George Lucas Educational Foundation
Formative Assessment

Formative Assessment in Distance Learning

The pandemic has closed schools, but schooling goes on—and it remains crucial that teachers find ways to see what students are learning.

April 7, 2020
ashes2dust8080 / Twenty20

Whether we use synchronous or asynchronous online sessions, whether we call it distance or virtual learning, we’re all challenged to provide meaningful education experiences at a distance as the education world grapples with the impact of Covid-19. This type of learning is nothing new, but it is new to many of us and has caused us to quickly shift our practices.

Formative assessment at a distance is challenging but possible, and we still need to check for understanding and provide meaningful feedback. The practices we use will look and sound different than they do in the classroom. Here are some ideas to consider.

Formative Assessment at a Distance

Know your purpose: There are so many tools to use to check for understanding. As it is important to have routines and still have variety, select two to four tools that work well for you and your students. Focusing on just a few allows students to experience tools they’re used to, while also ensuring that checking for learning doesn’t get boring.

Make sure the tools you use fit your purpose. If you need to see students’ process, select a tool that can capture that, such as Animoto or Flipgrid. If you need to check their content knowledge, try Kahoot or Quizlet.

Collect data over time: Formative assessment is a process, and it’s important to collect evidence of learning over time. While you may teach and dictate which digital tools students can use, work with students to have them document their learning along the way. Give them guides or checkpoints to let them know what they need to submit and when they need to do so.

You might ask students to submit reflection videos in Seesaw or send photos of their progress. Screenshots and scanning tools also work well. You can partner with parents to take those videos or photos, especially for students in the younger years.

Focus on feedback: When checking for understanding, it’s important to communicate the feedback that comes from it. As a teacher, you can provide written and/or oral feedback through videos or sound recordings. If you’re doing synchronous sessions, you can put students in breakout groups to provide feedback to one another—if you do this, you’ll need to give them clear feedback rules. Asynchronously, students can post work and provide feedback over a longer timeframe.

Check for understanding in synchronous sessions: Those in-the-moment checks for understanding that we did in the classroom were valuable, allowing us to adjust instruction and meet students where they were. That kind of check-in is still important. Some synchronous tools have built-in formative assessment capabilities, such as Yes and No buttons, and some have private chat features that can allow you to know, in real time, what students know and don’t know. You can supplement a tool like Zoom with Peardeck to assess along the way if those functions are not available.

These check-ins help you provide just-in-time feedback, and can guide your thinking about who might need further support later through resources, intervention, or small-group instruction through breakout groups in a synchronous session.

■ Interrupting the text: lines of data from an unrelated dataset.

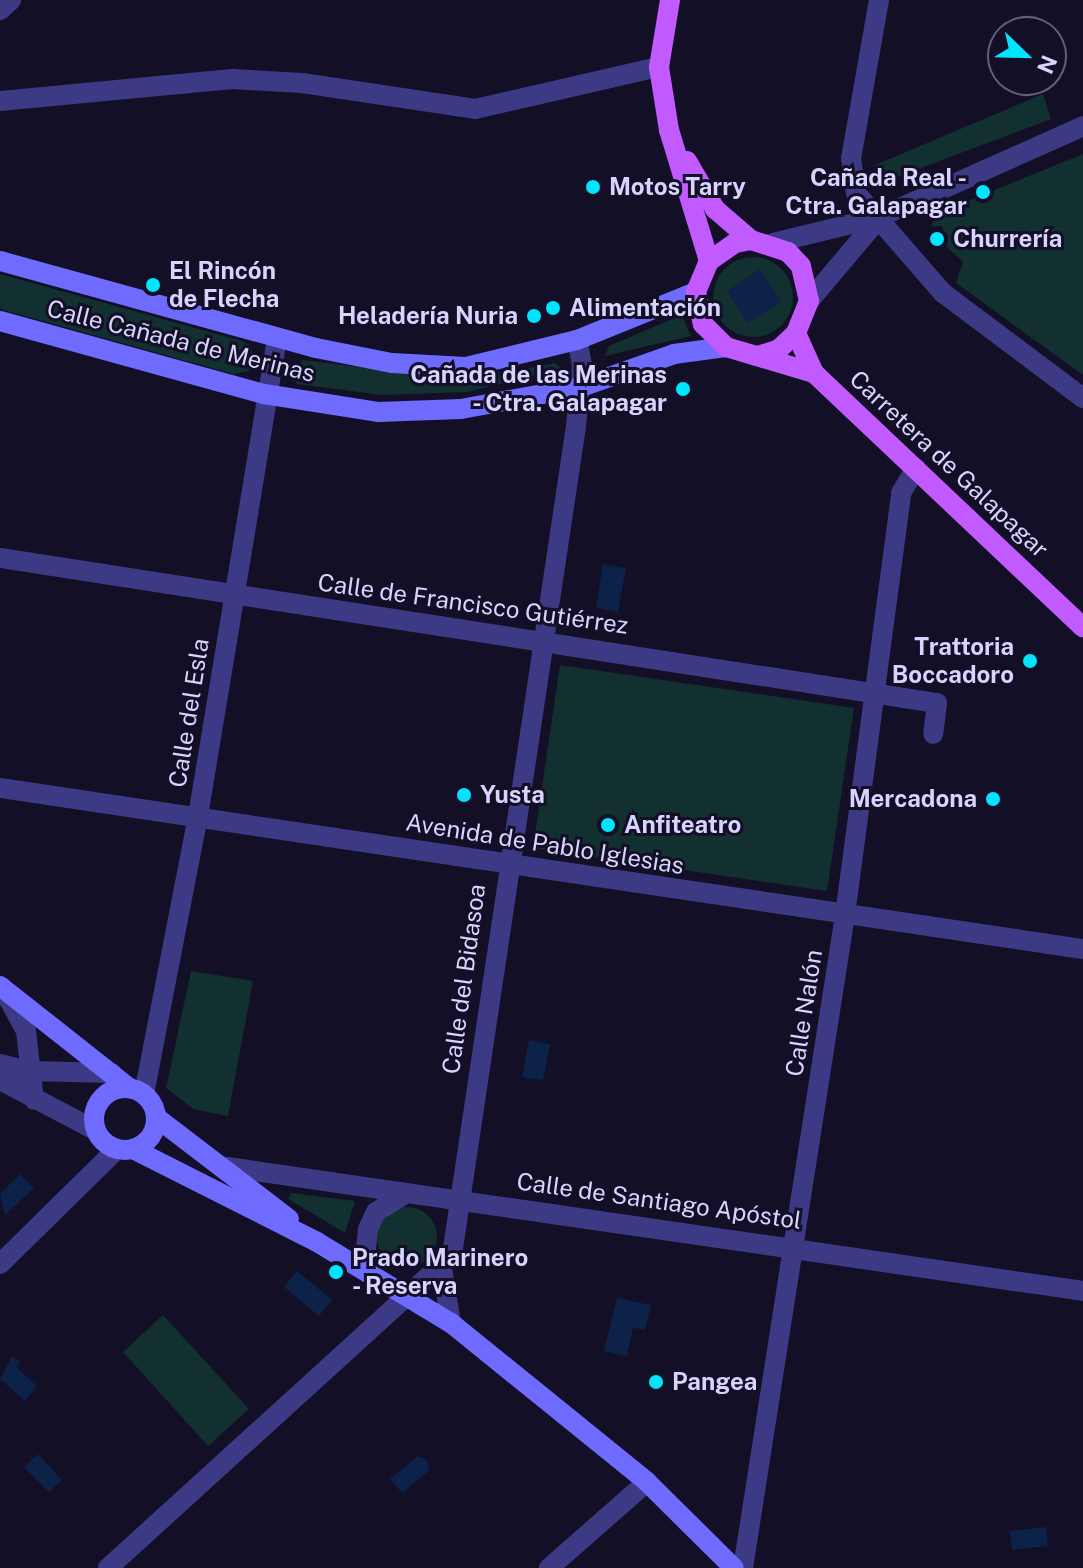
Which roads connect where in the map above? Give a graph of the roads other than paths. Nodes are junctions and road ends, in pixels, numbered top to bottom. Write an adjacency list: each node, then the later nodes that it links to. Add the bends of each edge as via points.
1 (11, 0): 4 (street)
2 (670, 0): 5 (main road)
3 (879, 0): 9 (street, via 851,158 856,193)
4 (0, 10)
5 (659, 67): 6 (street, via 475,109 302,83 232,79); 8 (main road)
6 (0, 101)
7 (1083, 126): 9 (street)
8 (669, 130): 10 (main road, via 715,209); 13 (main road)
9 (880, 217): 11 (street); 15 (street); 25 (street, via 943,293)
10 (751, 240): 11 (main road); 13 (main road, via 735,243)
11 (773, 243): 15 (main road, via 801,266)
12 (0, 261): 18 (street, Calle Cañada de Merinas)
13 (709, 261): 14 (main road)
14 (696, 292): 19 (street, Calle Cañada de Merinas); 20 (main road, via 703,324)
15 (809, 301): 17 (main road)
16 (0, 321): 24 (street, Calle Cañada de Merinas)
17 (796, 333): 21 (main road, via 779,349); 22 (main road)
18 (277, 339): 19 (street, Calle Cañada de Merinas, via 392,363 466,367); 24 (street, Calle del Esla)
19 (577, 340): 23 (street, Calle del Bidasoa)
20 (726, 347): 21 (main road); 23 (street, Calle Cañada de Merinas, via 674,354)
21 (758, 356): 22 (main road)
22 (814, 373): 26 (main road, Carretera de Galapagar)
23 (581, 387): 24 (street, Calle Cañada de Merinas, via 461,409 378,412); 30 (street, Calle del Bidasoa)
24 (264, 394): 28 (street, Calle del Esla)
25 (1083, 398)
26 (916, 468): 29 (main road, Carretera de Galapagar); 31 (street, Calle Nalón, via 901,493)
27 (0, 558): 28 (street, Calle de Francisco Gutiérrez)
28 (234, 595): 30 (street, Calle de Francisco Gutiérrez); 34 (street, Calle del Esla)
29 (1083, 627)
30 (544, 640): 31 (street, Calle de Francisco Gutiérrez); 35 (street, Calle del Bidasoa)
31 (873, 691): 32 (street, Calle de Francisco Gutiérrez, via 944,704); 36 (street, Calle Nalón)
32 (933, 734)
33 (0, 788): 34 (street, Avenida de Pablo Iglesias)
34 (198, 816): 35 (street, Avenida de Pablo Iglesias); 43 (street, Calle del Esla)
35 (507, 865): 36 (street, Avenida de Pablo Iglesias); 50 (street, Calle del Bidasoa)
36 (845, 915): 37 (street, Avenida de Pablo Iglesias); 52 (street, Calle Nalón)
37 (1083, 949)
38 (1, 986): 40 (street, via 26,1031); 41 (street)
39 (0, 1064): 40 (street)
40 (29, 1071): 41 (street); 44 (street)
41 (112, 1073): 43 (street)
42 (0, 1080): 44 (street)
43 (137, 1091): 45 (street); 46 (street, via 105,1095 93,1117)
44 (34, 1100): 46 (street)
45 (157, 1118): 47 (street, via 147,1143); 48 (street)
46 (95, 1130): 47 (street)
47 (125, 1150): 51 (street); 53 (street)
48 (227, 1167): 49 (street, Calle de Santiago Apóstol); 51 (street)
49 (407, 1193): 50 (street, Calle de Santiago Apóstol); 55 (street, via 376,1212 368,1229)
50 (458, 1199): 52 (street, Calle de Santiago Apóstol); 54 (street, via 452,1255)
51 (317, 1242): 55 (street)
52 (795, 1247): 56 (street, Calle de Santiago Apóstol); 63 (street, Calle Nalón)
53 (0, 1264)
54 (442, 1268): 57 (street); 58 (street)
55 (364, 1269): 57 (street)
56 (1083, 1291)
57 (408, 1295): 58 (street); 60 (street)
58 (451, 1323): 59 (street)
59 (647, 1482): 61 (street); 62 (street)
60 (108, 1568)
61 (549, 1568)
62 (734, 1568)
63 (743, 1568)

Leverage personal conversations: Conversing with students remains the most powerful and meaningful way to check for understanding, in my opinion. In our distance learning environment, we run the risk of being further isolated. By scheduled individual sessions with students, we can assess their learning and provide feedback with a real human connection. In fact, we should be focusing more on these types of assessments in the distance learning environment, Video tools like Marco Polo and Flipgrid can bring a human element to the assessment process.

Check in on SEL: In addition to checking in on academic learning, be sure to check in on students’ well-being and their overall distance learning experience. Simple questions can prompt students to share their feedback:

  • What’s working?
  • What’s not working well?
  • What would you recommend?

This is crucial because this way of learning is newer for almost all of us and thus requires ongoing reflection and feedback. We recently asked these questions at my school in the high school and found out that students were struggling with extended synchronous sessions. We modified the sessions to be shorter, and provided more breaks too.

Similarly, at an elementary school in China where a friend of mine works, students kept saying they missed seeing their teachers. The teachers knew they couldn’t replicate the powerful in-person experience, but they decided to record weekly personal videos for their students to share feedback and more importantly, connect with students on a human level. Use formative assessment to adjust instruction and stay true to social and emotional learning.

Make it useful: Data is useless unless it is used. When we collect and examine formative assessments, we need to use what we learn from them to inform instruction. We might find out that a synchronous session didn’t go so well, and thus a reteach needs to be offered in a different way, or that specific students need further support and resources, or that only a small group of students stay for the last part of a synchronous session while the rest sign off. All of those data points tell us something we can use to provide timely feedback, adjust instruction, and plan ahead.